*SOURCE MATERIAL*
____________________

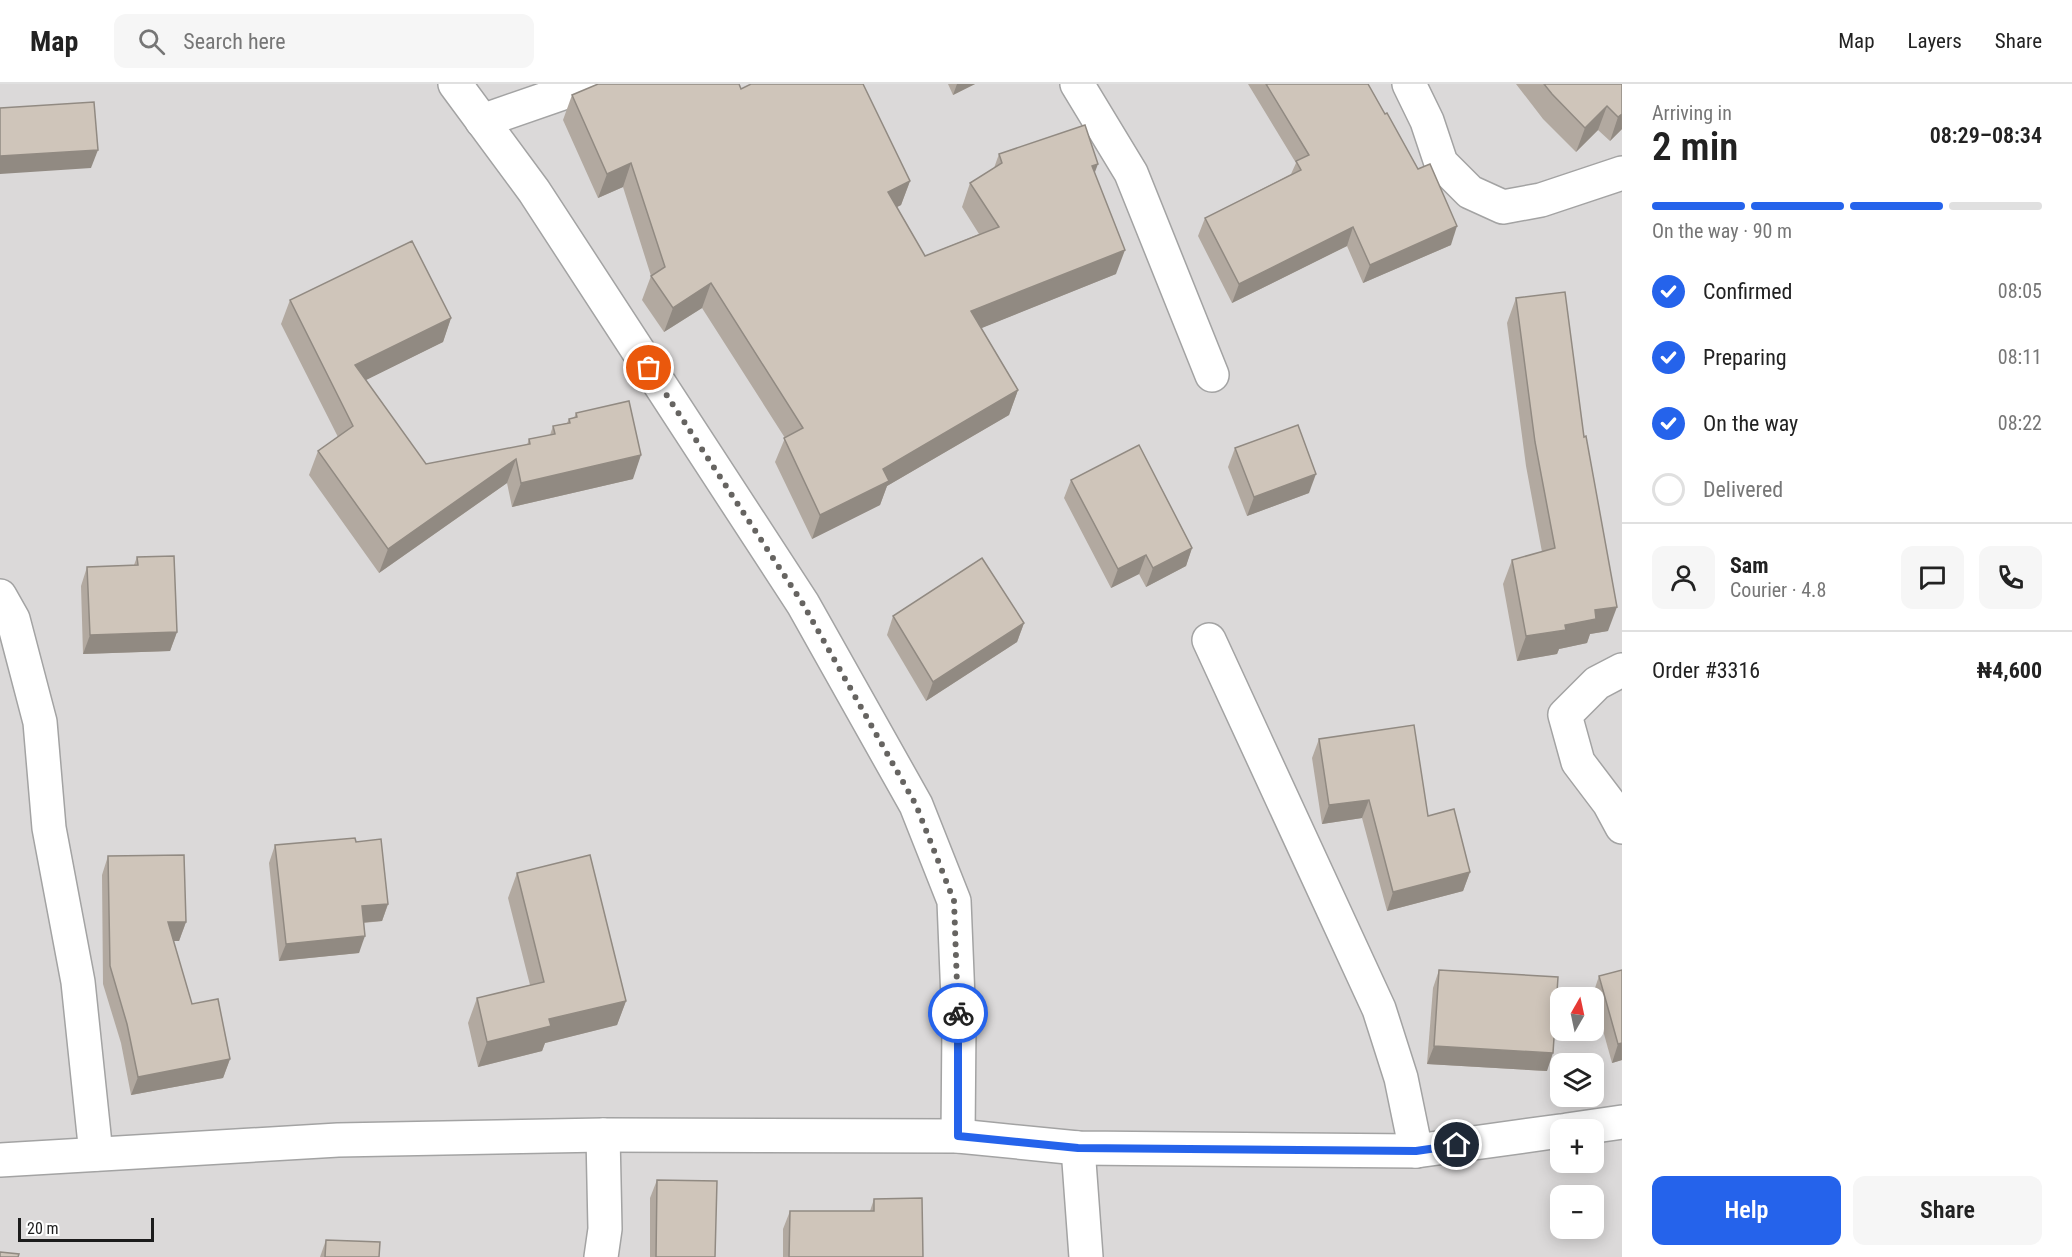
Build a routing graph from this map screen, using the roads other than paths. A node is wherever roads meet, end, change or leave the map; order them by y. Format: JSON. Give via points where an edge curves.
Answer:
{"nodes":[{"id":1,"x":455,"y":84,"type":"edge"},
{"id":2,"x":589,"y":84,"type":"edge"},
{"id":3,"x":1077,"y":84,"type":"edge"},
{"id":4,"x":1409,"y":84,"type":"edge"},
{"id":5,"x":482,"y":121,"type":"junction"},
{"id":6,"x":1622,"y":173,"type":"edge"},
{"id":7,"x":1212,"y":375,"type":"dead end"},
{"id":8,"x":0,"y":596,"type":"edge"},
{"id":9,"x":1209,"y":640,"type":"dead end"},
{"id":10,"x":1622,"y":670,"type":"edge"},
{"id":11,"x":1622,"y":827,"type":"edge"},
{"id":12,"x":1622,"y":1122,"type":"edge"},
{"id":13,"x":1604,"y":1125,"type":"edge"},
{"id":14,"x":1550,"y":1132,"type":"edge"},
{"id":15,"x":603,"y":1135,"type":"junction"},
{"id":16,"x":958,"y":1136,"type":"junction"},
{"id":17,"x":1078,"y":1148,"type":"junction"},
{"id":18,"x":1416,"y":1151,"type":"junction"},
{"id":19,"x":96,"y":1154,"type":"junction"},
{"id":20,"x":0,"y":1160,"type":"edge"},
{"id":21,"x":601,"y":1257,"type":"edge"},
{"id":22,"x":1086,"y":1257,"type":"edge"}],
"edges":[{"from":1,"to":5,"type":"street"},
{"from":2,"to":5,"type":"street"},
{"from":3,"to":7,"type":"street","via":[[1131,173]]},
{"from":4,"to":6,"type":"street","via":[[1442,163],[1470,192],[1503,207],[1540,200]]},
{"from":5,"to":16,"type":"street","via":[[534,191],[803,604],[916,805],[954,901]]},
{"from":8,"to":19,"type":"street","via":[[13,619],[40,722],[49,828],[78,982]]},
{"from":9,"to":18,"type":"street","via":[[1380,1009],[1401,1078]]},
{"from":10,"to":11,"type":"street","via":[[1597,683],[1565,715],[1578,762]]},
{"from":12,"to":13,"type":"street"},
{"from":14,"to":18,"type":"street"},
{"from":15,"to":16,"type":"street"},
{"from":15,"to":19,"type":"street","via":[[339,1140]]},
{"from":15,"to":21,"type":"street","via":[[605,1229]]},
{"from":16,"to":17,"type":"street"},
{"from":17,"to":18,"type":"street"},
{"from":17,"to":22,"type":"street"},
{"from":19,"to":20,"type":"street"}]}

____________________

*ASSIGNMENT*
Would you restate the records above word for word and exclude the pictures?

*ANSWER SPACE*
Build a routing graph from this map screen, using the roads other than paths. A node is wherever roads meet, end, change or leave the map; order them by y. Format: JSON. Give via points where an edge curves.
Answer:
{"nodes":[{"id":1,"x":455,"y":84,"type":"edge"},
{"id":2,"x":589,"y":84,"type":"edge"},
{"id":3,"x":1077,"y":84,"type":"edge"},
{"id":4,"x":1409,"y":84,"type":"edge"},
{"id":5,"x":482,"y":121,"type":"junction"},
{"id":6,"x":1622,"y":173,"type":"edge"},
{"id":7,"x":1212,"y":375,"type":"dead end"},
{"id":8,"x":0,"y":596,"type":"edge"},
{"id":9,"x":1209,"y":640,"type":"dead end"},
{"id":10,"x":1622,"y":670,"type":"edge"},
{"id":11,"x":1622,"y":827,"type":"edge"},
{"id":12,"x":1622,"y":1122,"type":"edge"},
{"id":13,"x":1604,"y":1125,"type":"edge"},
{"id":14,"x":1550,"y":1132,"type":"edge"},
{"id":15,"x":603,"y":1135,"type":"junction"},
{"id":16,"x":958,"y":1136,"type":"junction"},
{"id":17,"x":1078,"y":1148,"type":"junction"},
{"id":18,"x":1416,"y":1151,"type":"junction"},
{"id":19,"x":96,"y":1154,"type":"junction"},
{"id":20,"x":0,"y":1160,"type":"edge"},
{"id":21,"x":601,"y":1257,"type":"edge"},
{"id":22,"x":1086,"y":1257,"type":"edge"}],
"edges":[{"from":1,"to":5,"type":"street"},
{"from":2,"to":5,"type":"street"},
{"from":3,"to":7,"type":"street","via":[[1131,173]]},
{"from":4,"to":6,"type":"street","via":[[1442,163],[1470,192],[1503,207],[1540,200]]},
{"from":5,"to":16,"type":"street","via":[[534,191],[803,604],[916,805],[954,901]]},
{"from":8,"to":19,"type":"street","via":[[13,619],[40,722],[49,828],[78,982]]},
{"from":9,"to":18,"type":"street","via":[[1380,1009],[1401,1078]]},
{"from":10,"to":11,"type":"street","via":[[1597,683],[1565,715],[1578,762]]},
{"from":12,"to":13,"type":"street"},
{"from":14,"to":18,"type":"street"},
{"from":15,"to":16,"type":"street"},
{"from":15,"to":19,"type":"street","via":[[339,1140]]},
{"from":15,"to":21,"type":"street","via":[[605,1229]]},
{"from":16,"to":17,"type":"street"},
{"from":17,"to":18,"type":"street"},
{"from":17,"to":22,"type":"street"},
{"from":19,"to":20,"type":"street"}]}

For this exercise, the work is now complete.